I had another such disjointed TV experience with the BBC recently. Janina Ramirez in her otherwise excellent Chivalry and Betrayal: The Hundred Years War – on BBC 4 last week, this (and next) but also a programme that has been screened before – kept on emphasising how the events she was describing played a large part in how the country “we” live in now came to be as it is. (Note also the “us” on Dr Ramirez’s web page about the programme.)

Yet that country was/is England. Ramirez seemed totally unaware that her programme was to be broadcast not on an England only channel but one which is UK-wide. Indeed that the country all the BBC’s principal audience lives in is not England, but the UK. [Except for powers devolved to the Scottish Parliament and the Welsh and Northern Irish Assemblies legislation at Westminster is for the whole of the UK. No English elected body oversees the equivalent powers to those devolved elsewhere (arguably there ought to be one;) it is the UK Parliament that performs that function.]

Two parts of the UK share none of the history Dr Ramirez was outlining. Wales (having been incorporated earlier) was involved directly in the Hundred Years War but neither Scotland nor Ireland were. Yet she spoke as if that circumstance didn’t exist.

This sort of thing does contribute to a feeling among many Scots (and I suspect Welsh and Northern Irish viewers too) that the BBC is a broadcaster with a mind for England only and too often forgets the three other constituent parts of the UK.

The Criterion for Phenomena

I’ve just watched the third of mathematician Marcus du Sautoy’s television series Precision: The Measure of All Things on BBC 4.

There’s a lot been going on at Son of the Rock Towers over the past week or two (details may be forthcoming in due course) so I missed the first two episodes, Time and Distance and Mass and Moles – which is a pity as the second at least will have been about Chemistry – and I don’t know if I’ll get the chance to catch up on them.

Tonight’s last in the series was titled Heat, Light and Electricity and discussed how ways to measure these phenomena have been developed and extended over time.

du Sautoy irritated me though by using the word phenomena as if it were singular.
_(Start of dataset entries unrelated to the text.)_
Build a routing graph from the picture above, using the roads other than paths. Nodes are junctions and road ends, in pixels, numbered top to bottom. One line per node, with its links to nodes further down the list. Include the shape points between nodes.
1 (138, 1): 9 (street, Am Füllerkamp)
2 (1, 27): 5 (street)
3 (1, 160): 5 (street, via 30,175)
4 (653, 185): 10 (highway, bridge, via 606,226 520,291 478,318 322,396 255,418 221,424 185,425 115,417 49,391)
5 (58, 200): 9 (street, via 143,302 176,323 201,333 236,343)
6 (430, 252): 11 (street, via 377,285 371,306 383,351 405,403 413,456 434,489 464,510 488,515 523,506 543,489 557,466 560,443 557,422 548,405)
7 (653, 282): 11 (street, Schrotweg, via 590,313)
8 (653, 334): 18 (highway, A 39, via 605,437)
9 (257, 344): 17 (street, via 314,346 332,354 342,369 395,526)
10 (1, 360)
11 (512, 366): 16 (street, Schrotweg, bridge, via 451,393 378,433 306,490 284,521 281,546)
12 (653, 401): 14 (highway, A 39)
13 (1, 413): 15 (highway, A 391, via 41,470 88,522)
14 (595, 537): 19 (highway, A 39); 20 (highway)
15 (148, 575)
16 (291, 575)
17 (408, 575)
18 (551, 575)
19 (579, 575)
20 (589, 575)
I now quote Wikipedia:-

Phenomena are observable events, particularly when they are special.

A single observable event is of course a phenomenon.

The same distinction applies to the word criterion – like phenomenon, based on Greek – and its plural where too many people, especially news reporters, refer to a criteria. It makes me cringe.

In sum, the only criterion for using the word phenomena is that more than one event is involved. If there’s only a single event then it’s a phenomenon.